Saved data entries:
────────
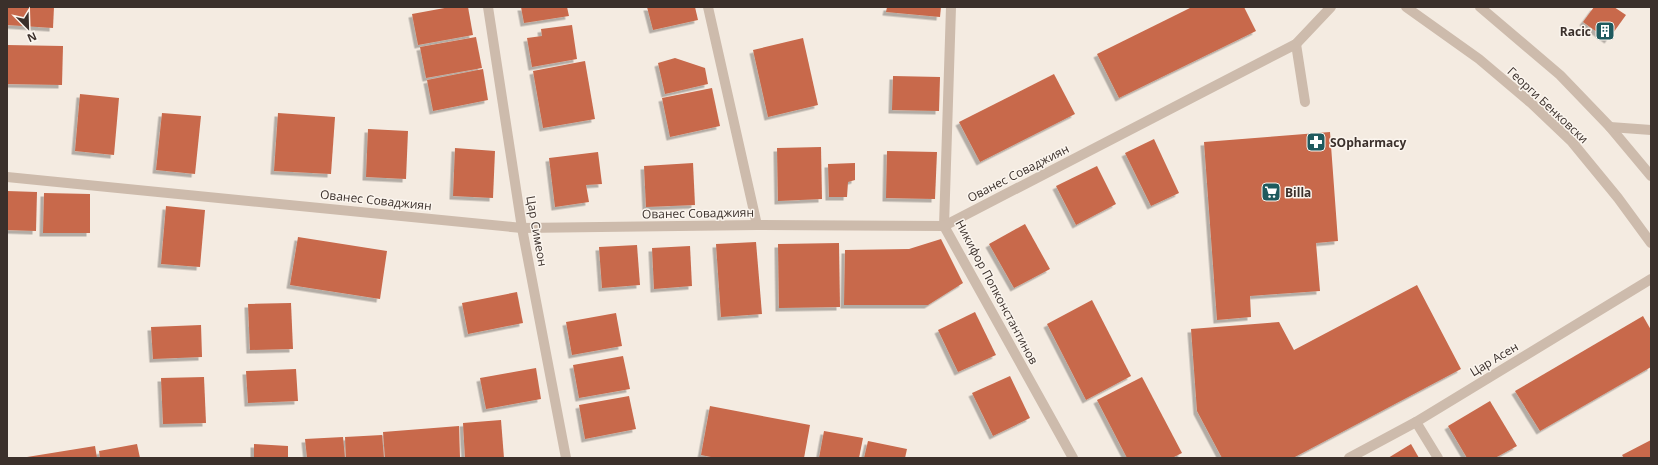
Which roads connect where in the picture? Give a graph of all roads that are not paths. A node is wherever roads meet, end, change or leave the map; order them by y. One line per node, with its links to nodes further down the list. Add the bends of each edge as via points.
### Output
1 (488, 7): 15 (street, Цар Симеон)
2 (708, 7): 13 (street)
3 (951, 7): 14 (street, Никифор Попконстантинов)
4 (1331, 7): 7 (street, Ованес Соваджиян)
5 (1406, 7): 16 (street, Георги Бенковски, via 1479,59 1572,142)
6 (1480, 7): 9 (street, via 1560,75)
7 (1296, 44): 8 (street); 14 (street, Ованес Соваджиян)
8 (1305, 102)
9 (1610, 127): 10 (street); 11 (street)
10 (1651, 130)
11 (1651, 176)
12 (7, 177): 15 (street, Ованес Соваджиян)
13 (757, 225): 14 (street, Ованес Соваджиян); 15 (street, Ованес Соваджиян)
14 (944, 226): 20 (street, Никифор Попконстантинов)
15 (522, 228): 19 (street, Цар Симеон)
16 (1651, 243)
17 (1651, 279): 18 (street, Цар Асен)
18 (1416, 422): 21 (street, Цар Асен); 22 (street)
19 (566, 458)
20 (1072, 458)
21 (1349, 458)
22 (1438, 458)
────────
What you have to do: Every line above should be output exactly, except for the pictures.

Your response:
Which roads connect where in the picture? Give a graph of all roads that are not paths. A node is wherever roads meet, end, change or leave the map; order them by y. One line per node, with its links to nodes further down the list. Add the bends of each edge as via points.
### Output
1 (488, 7): 15 (street, Цар Симеон)
2 (708, 7): 13 (street)
3 (951, 7): 14 (street, Никифор Попконстантинов)
4 (1331, 7): 7 (street, Ованес Соваджиян)
5 (1406, 7): 16 (street, Георги Бенковски, via 1479,59 1572,142)
6 (1480, 7): 9 (street, via 1560,75)
7 (1296, 44): 8 (street); 14 (street, Ованес Соваджиян)
8 (1305, 102)
9 (1610, 127): 10 (street); 11 (street)
10 (1651, 130)
11 (1651, 176)
12 (7, 177): 15 (street, Ованес Соваджиян)
13 (757, 225): 14 (street, Ованес Соваджиян); 15 (street, Ованес Соваджиян)
14 (944, 226): 20 (street, Никифор Попконстантинов)
15 (522, 228): 19 (street, Цар Симеон)
16 (1651, 243)
17 (1651, 279): 18 (street, Цар Асен)
18 (1416, 422): 21 (street, Цар Асен); 22 (street)
19 (566, 458)
20 (1072, 458)
21 (1349, 458)
22 (1438, 458)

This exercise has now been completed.